Perante isto, consideramos provados os respetivos pressupostos, pelo que, se considera que há uma relação especial com a devedora e, consequentemente, entendemos que o crédito só pode ser qualificado como subordinado.”
Discorda a Apelante desta classificação, defendendo que os dois primeiros créditos deverão ser classificados com créditos comuns, e o crédito laboral, como crédito privilegiado.
Quanto aos dois primeiros créditos mencionados, que adquiriu, mediante cessão, defende que, o Tribunal a quo entendeu ter ocorrido, com a cessão uma “mutação da natureza de créditos cedidos”, pela aplicação à parte que assume a posição de cessionário, no momento da celebração da cessão, ocorrida depois da declaração de insolvência, a natureza prevista para créditos constituídos na esfera de pessoa especialmente relacionada com o devedor, gerados no contexto dessa vinculação especial, nos dois anos anteriores ao da proposição da ação de insolvência, quando as duas situações não são de forma alguma análogas e constitui jurisprudência assente, que o momento relevante para a qualificação do crédito é o da sua constituição e apenas este, sendo o direito autónomo do sujeito que o detém.
Entende por isso que, tendo os créditos lhe sido cedidos por um terceiro, a sua qualidade de sócia, no momento da aquisição dos mesmos, não é suscetível de alterar a sua natureza de “comuns”, para “subordinado”.
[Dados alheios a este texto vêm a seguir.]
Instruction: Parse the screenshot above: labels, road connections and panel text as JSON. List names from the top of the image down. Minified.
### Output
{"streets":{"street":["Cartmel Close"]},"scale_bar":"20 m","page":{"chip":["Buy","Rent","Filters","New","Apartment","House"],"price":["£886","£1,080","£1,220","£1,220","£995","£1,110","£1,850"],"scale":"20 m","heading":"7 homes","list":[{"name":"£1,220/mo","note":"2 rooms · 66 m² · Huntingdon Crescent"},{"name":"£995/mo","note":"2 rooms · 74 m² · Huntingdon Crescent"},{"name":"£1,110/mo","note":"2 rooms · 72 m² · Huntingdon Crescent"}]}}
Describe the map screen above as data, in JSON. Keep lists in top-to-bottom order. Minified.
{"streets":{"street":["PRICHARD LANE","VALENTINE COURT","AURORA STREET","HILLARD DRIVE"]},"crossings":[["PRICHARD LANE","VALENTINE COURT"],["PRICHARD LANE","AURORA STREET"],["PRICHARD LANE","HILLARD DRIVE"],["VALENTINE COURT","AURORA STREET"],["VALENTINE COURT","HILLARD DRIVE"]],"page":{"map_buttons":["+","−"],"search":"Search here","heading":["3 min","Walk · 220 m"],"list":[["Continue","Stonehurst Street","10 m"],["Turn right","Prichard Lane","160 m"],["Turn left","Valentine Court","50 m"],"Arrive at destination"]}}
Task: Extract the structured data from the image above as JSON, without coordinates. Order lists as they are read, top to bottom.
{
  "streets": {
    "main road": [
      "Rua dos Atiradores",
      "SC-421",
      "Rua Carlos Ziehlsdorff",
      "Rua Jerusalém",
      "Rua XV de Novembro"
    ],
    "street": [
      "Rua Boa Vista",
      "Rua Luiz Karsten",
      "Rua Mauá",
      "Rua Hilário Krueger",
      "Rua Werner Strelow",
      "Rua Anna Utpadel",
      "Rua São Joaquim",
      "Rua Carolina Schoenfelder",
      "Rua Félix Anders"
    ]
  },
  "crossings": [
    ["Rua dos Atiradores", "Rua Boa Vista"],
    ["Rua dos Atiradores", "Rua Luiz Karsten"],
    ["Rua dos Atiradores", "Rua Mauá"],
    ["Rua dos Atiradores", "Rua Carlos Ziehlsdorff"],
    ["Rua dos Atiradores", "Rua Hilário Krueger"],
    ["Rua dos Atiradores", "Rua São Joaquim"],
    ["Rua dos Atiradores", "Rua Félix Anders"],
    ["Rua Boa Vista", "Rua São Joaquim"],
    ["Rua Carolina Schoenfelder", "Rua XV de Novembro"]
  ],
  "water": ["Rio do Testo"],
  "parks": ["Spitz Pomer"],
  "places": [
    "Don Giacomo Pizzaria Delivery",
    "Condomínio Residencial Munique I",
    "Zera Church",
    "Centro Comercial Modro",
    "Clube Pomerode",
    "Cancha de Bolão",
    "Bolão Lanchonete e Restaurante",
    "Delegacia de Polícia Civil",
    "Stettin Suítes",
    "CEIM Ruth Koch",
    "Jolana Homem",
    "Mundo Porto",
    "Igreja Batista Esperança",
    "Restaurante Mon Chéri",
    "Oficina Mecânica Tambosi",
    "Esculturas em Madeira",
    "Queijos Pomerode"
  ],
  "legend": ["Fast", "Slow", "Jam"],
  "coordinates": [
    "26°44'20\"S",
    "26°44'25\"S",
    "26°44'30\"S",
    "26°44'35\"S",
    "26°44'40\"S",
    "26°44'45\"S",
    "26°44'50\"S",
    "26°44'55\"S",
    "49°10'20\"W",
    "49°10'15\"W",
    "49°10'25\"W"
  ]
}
Já o Recorrido defende posição contrária, alegando que, os créditos que aquela sócia adquiriu a terceiros, após a declaração da insolvência, e que foram todos constituídos em momento em que a BB era sócia da sociedade devem ser equiparados a créditos por suprimentos, por força do princípio da equiparação previsto no artigo 243.º, n.º 5, do CSC ou, subsidariamente, por mera cautela, mas sem conceder, por interpretação literal, como créditos subordinados, por aplicação da norma do artigo 48.º, n.º 1, al. a) do CIRE em conjugação com o artigo 49.º, n.º 2, al a) do CIRE, por serem detidos por pessoa especialmente relacionada como a insolvente, existindo essa relação quer no momento em que os créditos foram constituídos, quer no momento em que foram transmitidos à sócia.
Vejamos.
Atento o disposto no art. 47º, nº 4 do CIRE, para efeitos da insolvência, os créditos são garantidos e privilegiados e são subordinados; todos os que não caibam nestas classificações são créditos comuns. Os créditos garantidos e privilegiados são aqueles que beneficiam, respetivamente, de garantias reais, incluindo privilégios creditórios especiais e privilégios creditórios gerais sobre os bens integrantes da massa insolvente (até ao montante correspondente ao valor dos bens objeto das garantias ou dos privilégios gerais, tendo em conta as eventuais onerações prevalecentes). Os créditos subordinados, são os enumerados no artigo 48 do CIRE, salvo (estes) se beneficiarem de privilégios creditórios, gerais ou especiais, ou de hipotecas legais que não se extingam por efeito da declaração de insolvência – artigo 47, n.º 4 do CIRE.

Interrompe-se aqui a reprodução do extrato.